» **What is expected**
What is needed is an exact printout of all the data.

» **Data for the task**
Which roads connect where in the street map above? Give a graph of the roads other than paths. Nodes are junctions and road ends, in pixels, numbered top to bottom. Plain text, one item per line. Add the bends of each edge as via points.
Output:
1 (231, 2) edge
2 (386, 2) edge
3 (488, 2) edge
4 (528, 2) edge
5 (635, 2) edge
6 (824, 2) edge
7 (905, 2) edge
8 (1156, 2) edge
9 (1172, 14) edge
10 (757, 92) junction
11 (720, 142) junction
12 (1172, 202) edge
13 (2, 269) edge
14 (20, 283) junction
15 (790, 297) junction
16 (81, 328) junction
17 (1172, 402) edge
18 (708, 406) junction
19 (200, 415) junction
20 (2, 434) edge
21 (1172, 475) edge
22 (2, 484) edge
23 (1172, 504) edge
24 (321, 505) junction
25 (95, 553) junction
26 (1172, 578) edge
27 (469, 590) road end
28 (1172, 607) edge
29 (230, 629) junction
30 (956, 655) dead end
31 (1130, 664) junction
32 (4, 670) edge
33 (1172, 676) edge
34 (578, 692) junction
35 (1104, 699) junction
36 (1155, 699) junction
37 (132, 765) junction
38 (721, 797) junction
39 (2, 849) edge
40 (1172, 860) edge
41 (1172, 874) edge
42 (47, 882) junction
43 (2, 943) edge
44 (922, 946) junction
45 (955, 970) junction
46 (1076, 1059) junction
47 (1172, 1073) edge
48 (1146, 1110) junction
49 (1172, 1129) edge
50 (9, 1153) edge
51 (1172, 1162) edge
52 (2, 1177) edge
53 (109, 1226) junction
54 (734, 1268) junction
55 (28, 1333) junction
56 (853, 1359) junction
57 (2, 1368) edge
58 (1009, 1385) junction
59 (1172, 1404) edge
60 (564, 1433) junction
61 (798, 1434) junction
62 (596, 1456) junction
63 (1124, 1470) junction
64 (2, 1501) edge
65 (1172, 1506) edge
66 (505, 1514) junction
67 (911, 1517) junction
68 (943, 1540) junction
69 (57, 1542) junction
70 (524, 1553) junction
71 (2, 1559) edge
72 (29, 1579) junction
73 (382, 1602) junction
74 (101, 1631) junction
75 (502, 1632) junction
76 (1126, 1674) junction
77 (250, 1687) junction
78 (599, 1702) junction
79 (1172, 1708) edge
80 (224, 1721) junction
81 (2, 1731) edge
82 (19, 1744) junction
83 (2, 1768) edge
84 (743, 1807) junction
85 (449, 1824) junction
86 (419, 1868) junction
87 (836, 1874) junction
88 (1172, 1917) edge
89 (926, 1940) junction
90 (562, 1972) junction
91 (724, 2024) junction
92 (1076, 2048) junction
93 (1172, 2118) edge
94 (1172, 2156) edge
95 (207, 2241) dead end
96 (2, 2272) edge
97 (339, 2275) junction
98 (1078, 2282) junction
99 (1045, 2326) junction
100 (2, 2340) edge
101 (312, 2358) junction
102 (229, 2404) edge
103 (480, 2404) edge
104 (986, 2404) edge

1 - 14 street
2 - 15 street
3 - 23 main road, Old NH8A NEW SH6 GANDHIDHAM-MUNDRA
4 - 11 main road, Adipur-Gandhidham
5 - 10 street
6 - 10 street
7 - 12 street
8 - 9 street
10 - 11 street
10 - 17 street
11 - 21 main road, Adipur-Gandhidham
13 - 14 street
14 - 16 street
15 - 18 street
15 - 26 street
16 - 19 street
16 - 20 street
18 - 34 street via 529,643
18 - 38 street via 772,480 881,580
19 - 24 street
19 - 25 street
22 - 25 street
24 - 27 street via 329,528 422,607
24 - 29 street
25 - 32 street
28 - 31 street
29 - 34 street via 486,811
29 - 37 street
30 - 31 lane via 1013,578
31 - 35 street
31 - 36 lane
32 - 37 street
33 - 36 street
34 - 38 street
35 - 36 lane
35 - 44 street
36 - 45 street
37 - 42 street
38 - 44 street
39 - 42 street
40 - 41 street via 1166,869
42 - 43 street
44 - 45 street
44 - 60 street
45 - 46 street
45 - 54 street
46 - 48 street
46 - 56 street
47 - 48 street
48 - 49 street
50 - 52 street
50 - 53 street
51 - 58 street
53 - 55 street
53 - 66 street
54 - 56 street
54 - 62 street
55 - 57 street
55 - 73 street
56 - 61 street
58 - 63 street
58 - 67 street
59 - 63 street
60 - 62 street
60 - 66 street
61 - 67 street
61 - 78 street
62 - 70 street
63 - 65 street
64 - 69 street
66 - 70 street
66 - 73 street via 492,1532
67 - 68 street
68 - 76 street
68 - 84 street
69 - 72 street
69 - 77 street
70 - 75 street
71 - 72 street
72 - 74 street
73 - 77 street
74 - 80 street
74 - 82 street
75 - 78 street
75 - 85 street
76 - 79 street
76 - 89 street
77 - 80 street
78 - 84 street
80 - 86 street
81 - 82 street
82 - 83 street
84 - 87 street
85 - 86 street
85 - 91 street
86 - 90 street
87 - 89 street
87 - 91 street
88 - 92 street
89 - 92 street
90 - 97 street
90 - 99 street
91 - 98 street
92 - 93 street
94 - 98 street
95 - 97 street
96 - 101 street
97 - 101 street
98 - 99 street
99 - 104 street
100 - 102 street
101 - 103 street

» **Answer for the task**
Which roads connect where in the street map above? Give a graph of the roads other than paths. Nodes are junctions and road ends, in pixels, numbered top to bottom. Plain text, one item per line. Add the bends of each edge as via points.
Output:
1 (231, 2) edge
2 (386, 2) edge
3 (488, 2) edge
4 (528, 2) edge
5 (635, 2) edge
6 (824, 2) edge
7 (905, 2) edge
8 (1156, 2) edge
9 (1172, 14) edge
10 (757, 92) junction
11 (720, 142) junction
12 (1172, 202) edge
13 (2, 269) edge
14 (20, 283) junction
15 (790, 297) junction
16 (81, 328) junction
17 (1172, 402) edge
18 (708, 406) junction
19 (200, 415) junction
20 (2, 434) edge
21 (1172, 475) edge
22 (2, 484) edge
23 (1172, 504) edge
24 (321, 505) junction
25 (95, 553) junction
26 (1172, 578) edge
27 (469, 590) road end
28 (1172, 607) edge
29 (230, 629) junction
30 (956, 655) dead end
31 (1130, 664) junction
32 (4, 670) edge
33 (1172, 676) edge
34 (578, 692) junction
35 (1104, 699) junction
36 (1155, 699) junction
37 (132, 765) junction
38 (721, 797) junction
39 (2, 849) edge
40 (1172, 860) edge
41 (1172, 874) edge
42 (47, 882) junction
43 (2, 943) edge
44 (922, 946) junction
45 (955, 970) junction
46 (1076, 1059) junction
47 (1172, 1073) edge
48 (1146, 1110) junction
49 (1172, 1129) edge
50 (9, 1153) edge
51 (1172, 1162) edge
52 (2, 1177) edge
53 (109, 1226) junction
54 (734, 1268) junction
55 (28, 1333) junction
56 (853, 1359) junction
57 (2, 1368) edge
58 (1009, 1385) junction
59 (1172, 1404) edge
60 (564, 1433) junction
61 (798, 1434) junction
62 (596, 1456) junction
63 (1124, 1470) junction
64 (2, 1501) edge
65 (1172, 1506) edge
66 (505, 1514) junction
67 (911, 1517) junction
68 (943, 1540) junction
69 (57, 1542) junction
70 (524, 1553) junction
71 (2, 1559) edge
72 (29, 1579) junction
73 (382, 1602) junction
74 (101, 1631) junction
75 (502, 1632) junction
76 (1126, 1674) junction
77 (250, 1687) junction
78 (599, 1702) junction
79 (1172, 1708) edge
80 (224, 1721) junction
81 (2, 1731) edge
82 (19, 1744) junction
83 (2, 1768) edge
84 (743, 1807) junction
85 (449, 1824) junction
86 (419, 1868) junction
87 (836, 1874) junction
88 (1172, 1917) edge
89 (926, 1940) junction
90 (562, 1972) junction
91 (724, 2024) junction
92 (1076, 2048) junction
93 (1172, 2118) edge
94 (1172, 2156) edge
95 (207, 2241) dead end
96 (2, 2272) edge
97 (339, 2275) junction
98 (1078, 2282) junction
99 (1045, 2326) junction
100 (2, 2340) edge
101 (312, 2358) junction
102 (229, 2404) edge
103 (480, 2404) edge
104 (986, 2404) edge

1 - 14 street
2 - 15 street
3 - 23 main road, Old NH8A NEW SH6 GANDHIDHAM-MUNDRA
4 - 11 main road, Adipur-Gandhidham
5 - 10 street
6 - 10 street
7 - 12 street
8 - 9 street
10 - 11 street
10 - 17 street
11 - 21 main road, Adipur-Gandhidham
13 - 14 street
14 - 16 street
15 - 18 street
15 - 26 street
16 - 19 street
16 - 20 street
18 - 34 street via 529,643
18 - 38 street via 772,480 881,580
19 - 24 street
19 - 25 street
22 - 25 street
24 - 27 street via 329,528 422,607
24 - 29 street
25 - 32 street
28 - 31 street
29 - 34 street via 486,811
29 - 37 street
30 - 31 lane via 1013,578
31 - 35 street
31 - 36 lane
32 - 37 street
33 - 36 street
34 - 38 street
35 - 36 lane
35 - 44 street
36 - 45 street
37 - 42 street
38 - 44 street
39 - 42 street
40 - 41 street via 1166,869
42 - 43 street
44 - 45 street
44 - 60 street
45 - 46 street
45 - 54 street
46 - 48 street
46 - 56 street
47 - 48 street
48 - 49 street
50 - 52 street
50 - 53 street
51 - 58 street
53 - 55 street
53 - 66 street
54 - 56 street
54 - 62 street
55 - 57 street
55 - 73 street
56 - 61 street
58 - 63 street
58 - 67 street
59 - 63 street
60 - 62 street
60 - 66 street
61 - 67 street
61 - 78 street
62 - 70 street
63 - 65 street
64 - 69 street
66 - 70 street
66 - 73 street via 492,1532
67 - 68 street
68 - 76 street
68 - 84 street
69 - 72 street
69 - 77 street
70 - 75 street
71 - 72 street
72 - 74 street
73 - 77 street
74 - 80 street
74 - 82 street
75 - 78 street
75 - 85 street
76 - 79 street
76 - 89 street
77 - 80 street
78 - 84 street
80 - 86 street
81 - 82 street
82 - 83 street
84 - 87 street
85 - 86 street
85 - 91 street
86 - 90 street
87 - 89 street
87 - 91 street
88 - 92 street
89 - 92 street
90 - 97 street
90 - 99 street
91 - 98 street
92 - 93 street
94 - 98 street
95 - 97 street
96 - 101 street
97 - 101 street
98 - 99 street
99 - 104 street
100 - 102 street
101 - 103 street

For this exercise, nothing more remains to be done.